§ **Task data**:
[Start of Attachment]

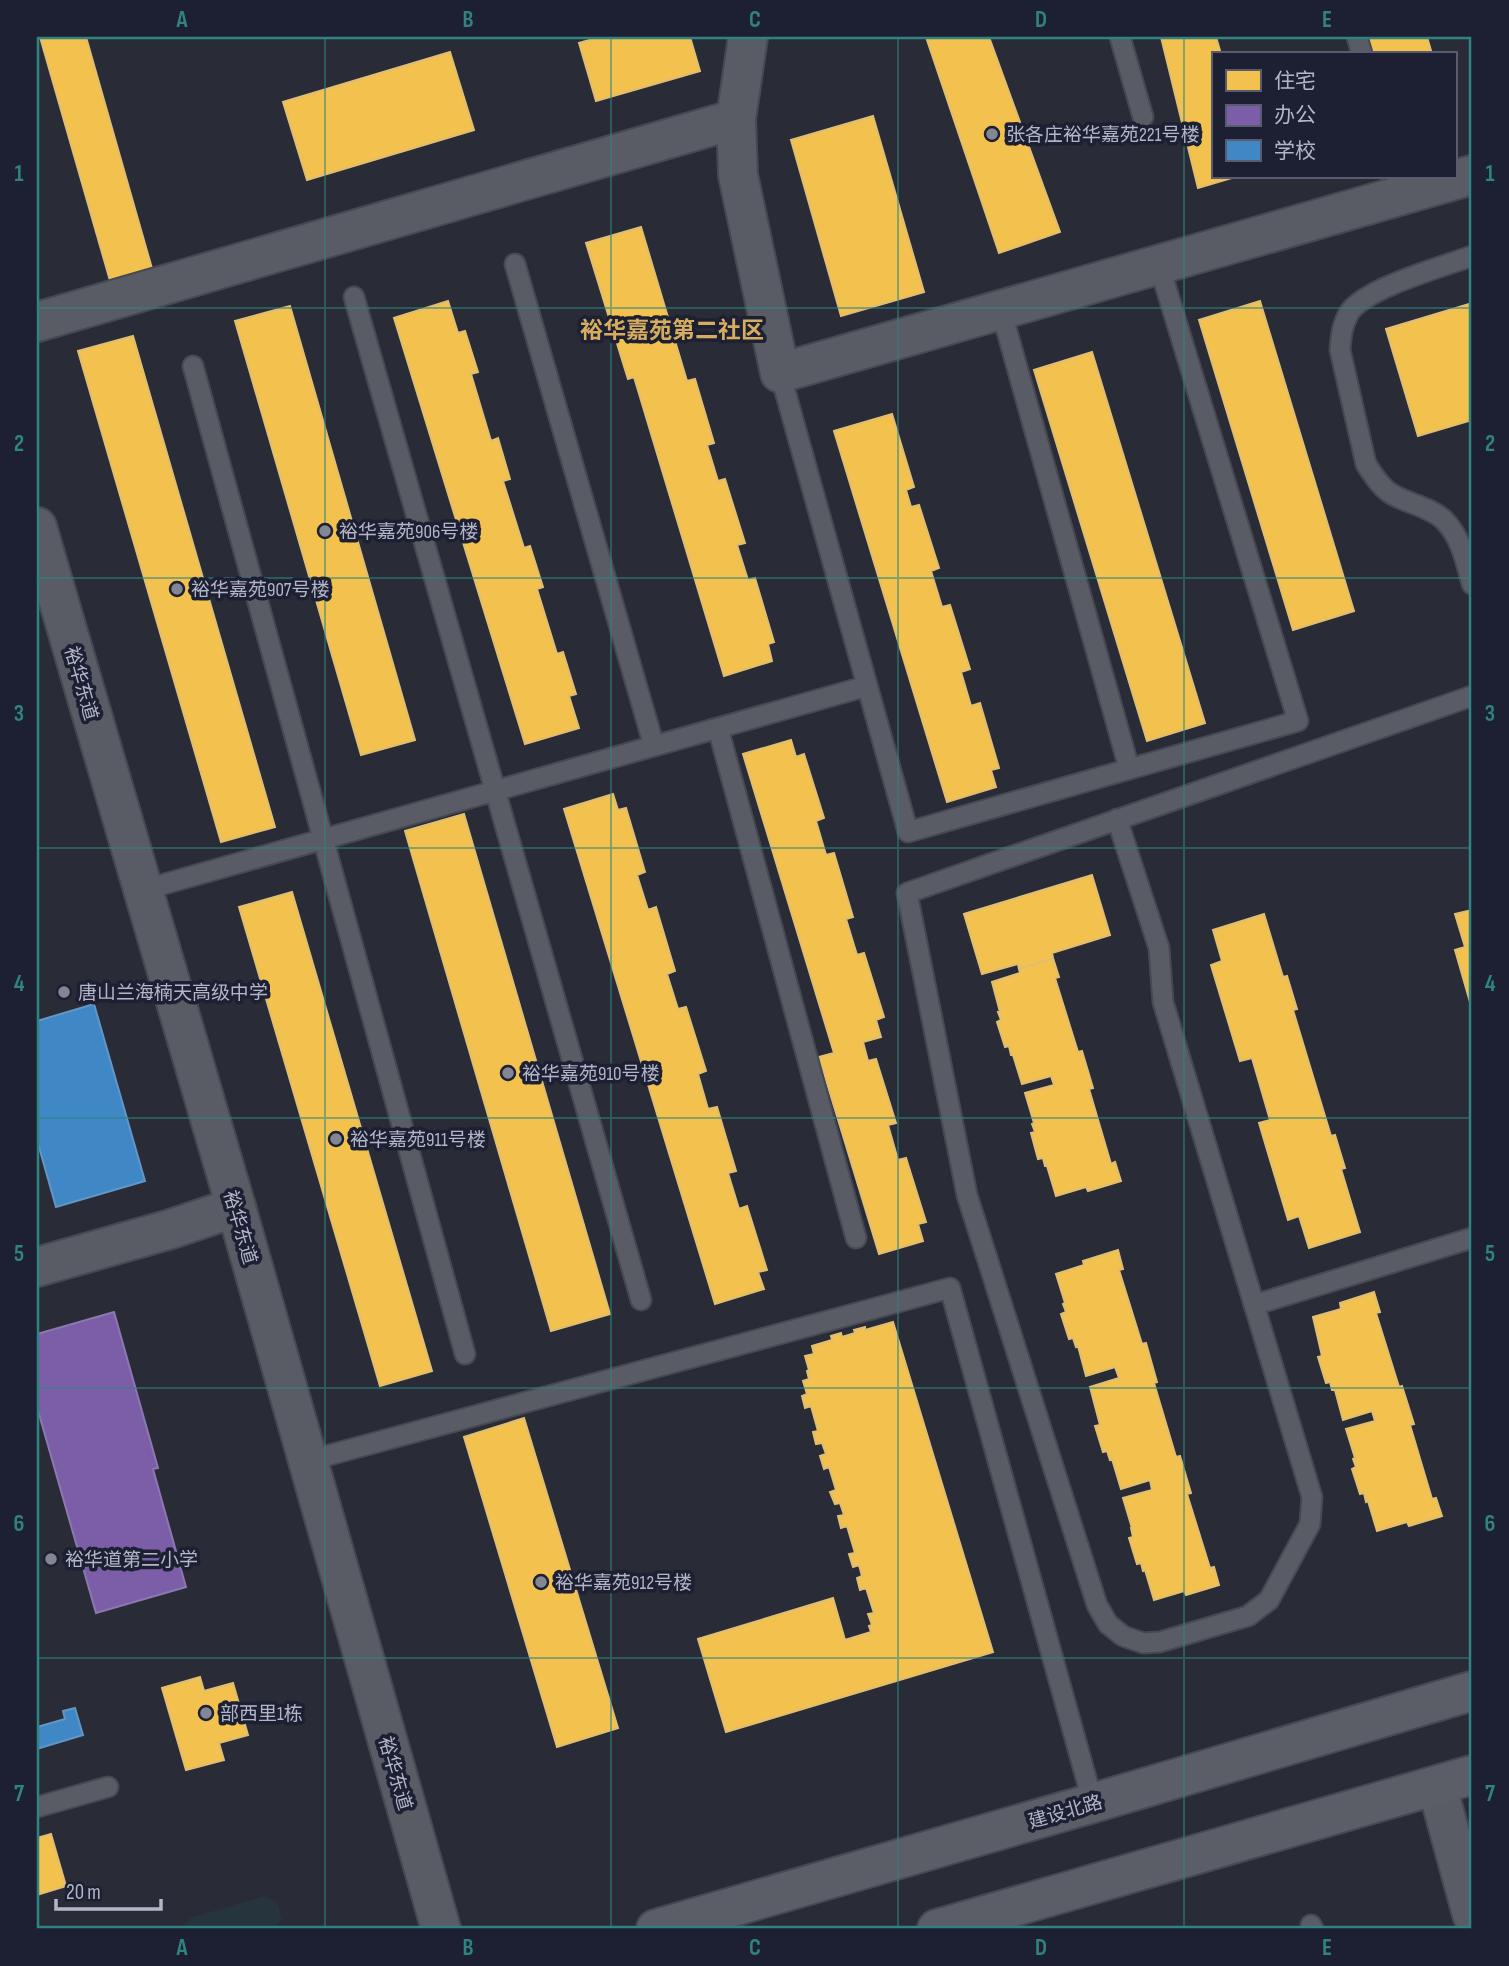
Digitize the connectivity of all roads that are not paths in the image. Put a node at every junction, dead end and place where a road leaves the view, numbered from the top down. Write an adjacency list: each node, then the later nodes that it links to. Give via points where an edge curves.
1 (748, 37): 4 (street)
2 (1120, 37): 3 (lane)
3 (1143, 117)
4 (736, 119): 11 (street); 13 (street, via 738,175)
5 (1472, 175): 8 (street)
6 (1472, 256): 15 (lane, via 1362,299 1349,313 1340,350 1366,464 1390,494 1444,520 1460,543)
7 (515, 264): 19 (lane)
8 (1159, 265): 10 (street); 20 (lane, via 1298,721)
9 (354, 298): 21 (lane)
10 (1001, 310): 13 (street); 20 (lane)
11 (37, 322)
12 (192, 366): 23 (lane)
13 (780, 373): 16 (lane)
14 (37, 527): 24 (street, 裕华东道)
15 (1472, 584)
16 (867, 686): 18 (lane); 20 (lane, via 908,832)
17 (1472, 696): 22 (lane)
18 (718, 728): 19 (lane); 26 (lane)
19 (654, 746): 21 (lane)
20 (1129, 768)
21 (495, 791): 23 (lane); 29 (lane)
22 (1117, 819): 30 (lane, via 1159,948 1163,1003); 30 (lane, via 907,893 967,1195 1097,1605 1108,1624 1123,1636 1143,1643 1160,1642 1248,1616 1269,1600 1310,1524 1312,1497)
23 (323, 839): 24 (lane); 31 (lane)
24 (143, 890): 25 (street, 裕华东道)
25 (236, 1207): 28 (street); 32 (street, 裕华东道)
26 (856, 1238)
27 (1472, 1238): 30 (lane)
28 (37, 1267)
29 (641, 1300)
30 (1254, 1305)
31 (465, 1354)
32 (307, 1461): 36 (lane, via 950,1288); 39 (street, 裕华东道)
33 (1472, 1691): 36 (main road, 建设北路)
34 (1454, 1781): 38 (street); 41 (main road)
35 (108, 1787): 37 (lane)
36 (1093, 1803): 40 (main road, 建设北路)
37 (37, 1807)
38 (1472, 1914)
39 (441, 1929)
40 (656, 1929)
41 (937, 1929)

[End of Attachment]

§ **Task**: State how many lines above include the word "main", and nothing more.

§ **Your solution**: 3